== ENTRIES PROVIDED ==
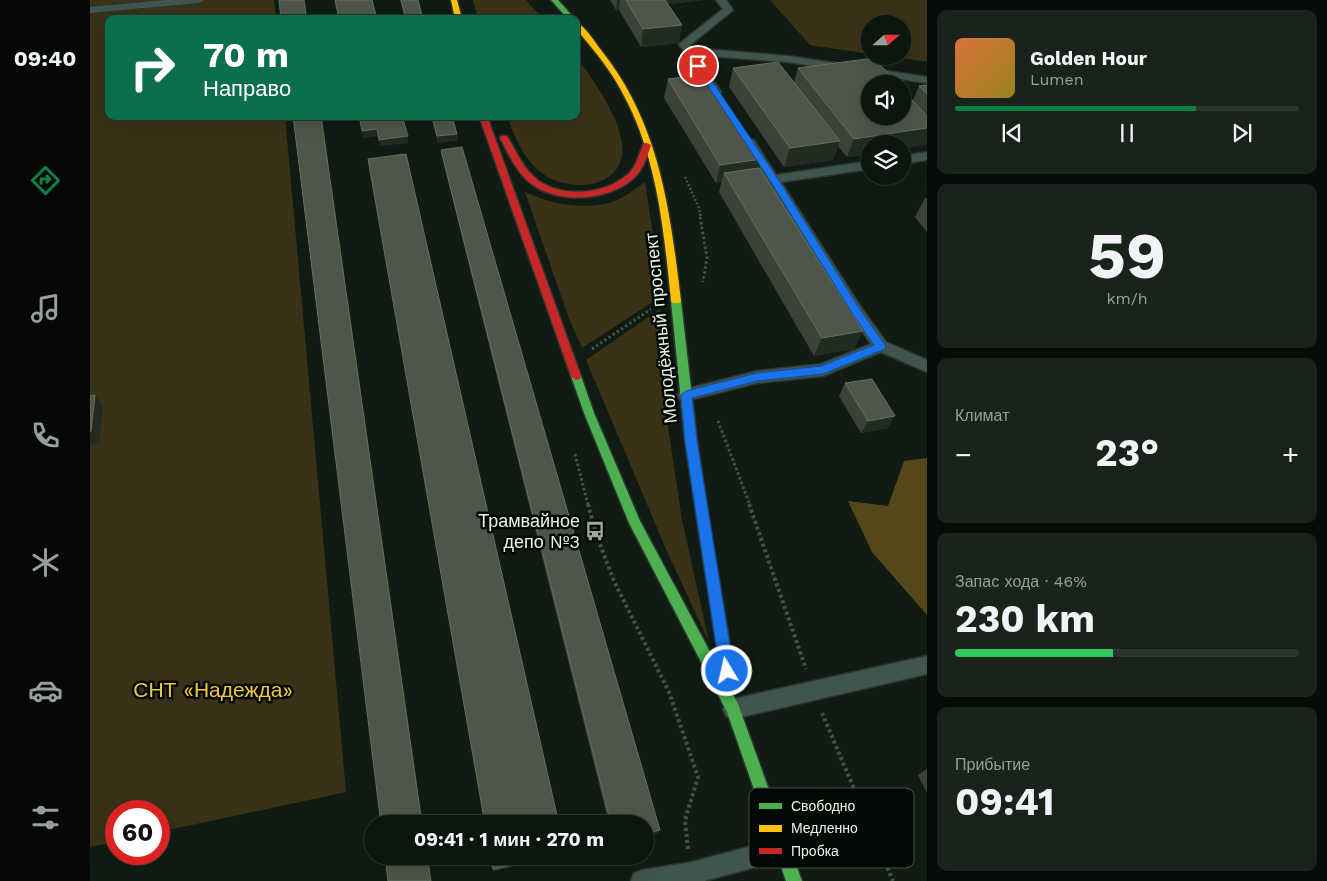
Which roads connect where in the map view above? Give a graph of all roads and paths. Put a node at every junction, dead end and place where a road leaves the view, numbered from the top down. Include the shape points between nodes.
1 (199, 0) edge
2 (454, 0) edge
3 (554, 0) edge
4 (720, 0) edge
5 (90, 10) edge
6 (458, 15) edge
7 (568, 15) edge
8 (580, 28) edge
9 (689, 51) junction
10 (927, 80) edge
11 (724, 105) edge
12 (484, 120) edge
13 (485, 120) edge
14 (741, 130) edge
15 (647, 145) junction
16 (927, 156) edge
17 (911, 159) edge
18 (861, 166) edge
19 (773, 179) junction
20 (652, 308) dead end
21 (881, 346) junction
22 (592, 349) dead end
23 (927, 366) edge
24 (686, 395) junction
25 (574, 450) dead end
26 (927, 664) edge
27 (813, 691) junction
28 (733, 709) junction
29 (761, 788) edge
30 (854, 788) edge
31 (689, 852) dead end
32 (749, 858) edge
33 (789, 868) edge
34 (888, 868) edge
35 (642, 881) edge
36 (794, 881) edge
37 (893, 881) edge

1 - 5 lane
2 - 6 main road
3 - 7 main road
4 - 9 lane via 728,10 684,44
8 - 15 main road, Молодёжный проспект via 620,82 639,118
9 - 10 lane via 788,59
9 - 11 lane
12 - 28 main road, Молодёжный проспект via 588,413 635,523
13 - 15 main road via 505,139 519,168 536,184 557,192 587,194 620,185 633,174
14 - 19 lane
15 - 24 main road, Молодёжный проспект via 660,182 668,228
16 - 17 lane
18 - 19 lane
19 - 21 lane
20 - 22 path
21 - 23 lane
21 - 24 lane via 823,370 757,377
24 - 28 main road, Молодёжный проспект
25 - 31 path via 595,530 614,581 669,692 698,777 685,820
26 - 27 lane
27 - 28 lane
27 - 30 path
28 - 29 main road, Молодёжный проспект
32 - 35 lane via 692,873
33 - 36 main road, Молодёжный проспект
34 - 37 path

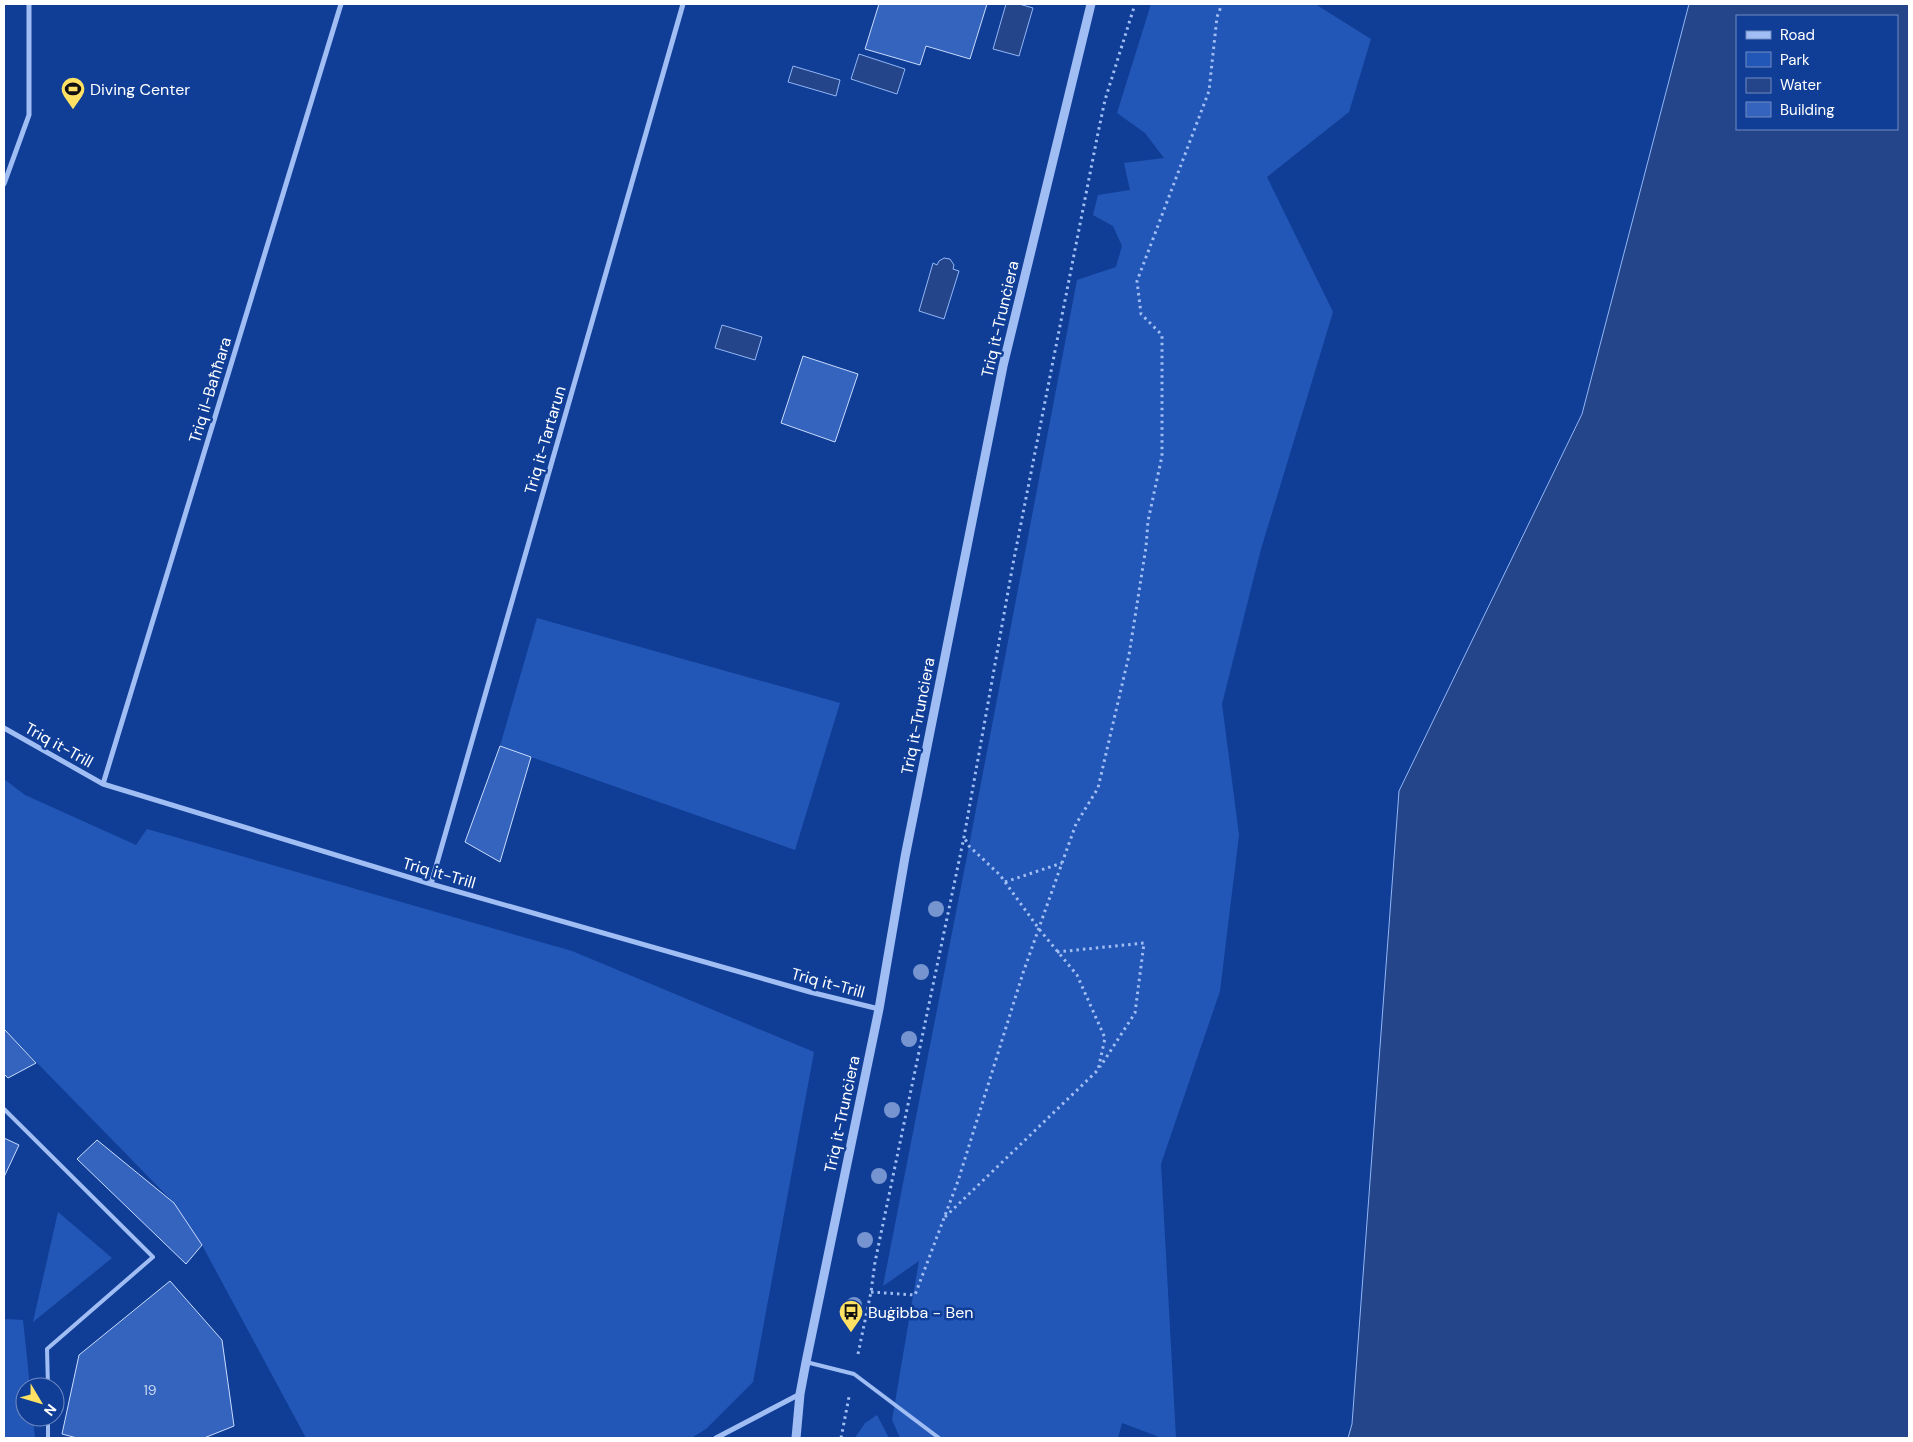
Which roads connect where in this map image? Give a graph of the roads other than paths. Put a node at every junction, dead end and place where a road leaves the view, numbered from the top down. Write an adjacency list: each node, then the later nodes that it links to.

== WHAT YOU SHOULD DO ==
Copy out all of the data word for word. Do not carry over any picture.

== RESULT OF THIS EXERCISE ==
Which roads connect where in the map view above? Give a graph of all roads and paths. Put a node at every junction, dead end and place where a road leaves the view, numbered from the top down. Include the shape points between nodes.
1 (199, 0) edge
2 (454, 0) edge
3 (554, 0) edge
4 (720, 0) edge
5 (90, 10) edge
6 (458, 15) edge
7 (568, 15) edge
8 (580, 28) edge
9 (689, 51) junction
10 (927, 80) edge
11 (724, 105) edge
12 (484, 120) edge
13 (485, 120) edge
14 (741, 130) edge
15 (647, 145) junction
16 (927, 156) edge
17 (911, 159) edge
18 (861, 166) edge
19 (773, 179) junction
20 (652, 308) dead end
21 (881, 346) junction
22 (592, 349) dead end
23 (927, 366) edge
24 (686, 395) junction
25 (574, 450) dead end
26 (927, 664) edge
27 (813, 691) junction
28 (733, 709) junction
29 (761, 788) edge
30 (854, 788) edge
31 (689, 852) dead end
32 (749, 858) edge
33 (789, 868) edge
34 (888, 868) edge
35 (642, 881) edge
36 (794, 881) edge
37 (893, 881) edge

1 - 5 lane
2 - 6 main road
3 - 7 main road
4 - 9 lane via 728,10 684,44
8 - 15 main road, Молодёжный проспект via 620,82 639,118
9 - 10 lane via 788,59
9 - 11 lane
12 - 28 main road, Молодёжный проспект via 588,413 635,523
13 - 15 main road via 505,139 519,168 536,184 557,192 587,194 620,185 633,174
14 - 19 lane
15 - 24 main road, Молодёжный проспект via 660,182 668,228
16 - 17 lane
18 - 19 lane
19 - 21 lane
20 - 22 path
21 - 23 lane
21 - 24 lane via 823,370 757,377
24 - 28 main road, Молодёжный проспект
25 - 31 path via 595,530 614,581 669,692 698,777 685,820
26 - 27 lane
27 - 28 lane
27 - 30 path
28 - 29 main road, Молодёжный проспект
32 - 35 lane via 692,873
33 - 36 main road, Молодёжный проспект
34 - 37 path

Which roads connect where in this map image? Give a graph of the roads other than paths. Put a node at every junction, dead end and place where a road leaves the view, numbered from the top down. Write an adjacency list: each node, then the later nodes that it links to.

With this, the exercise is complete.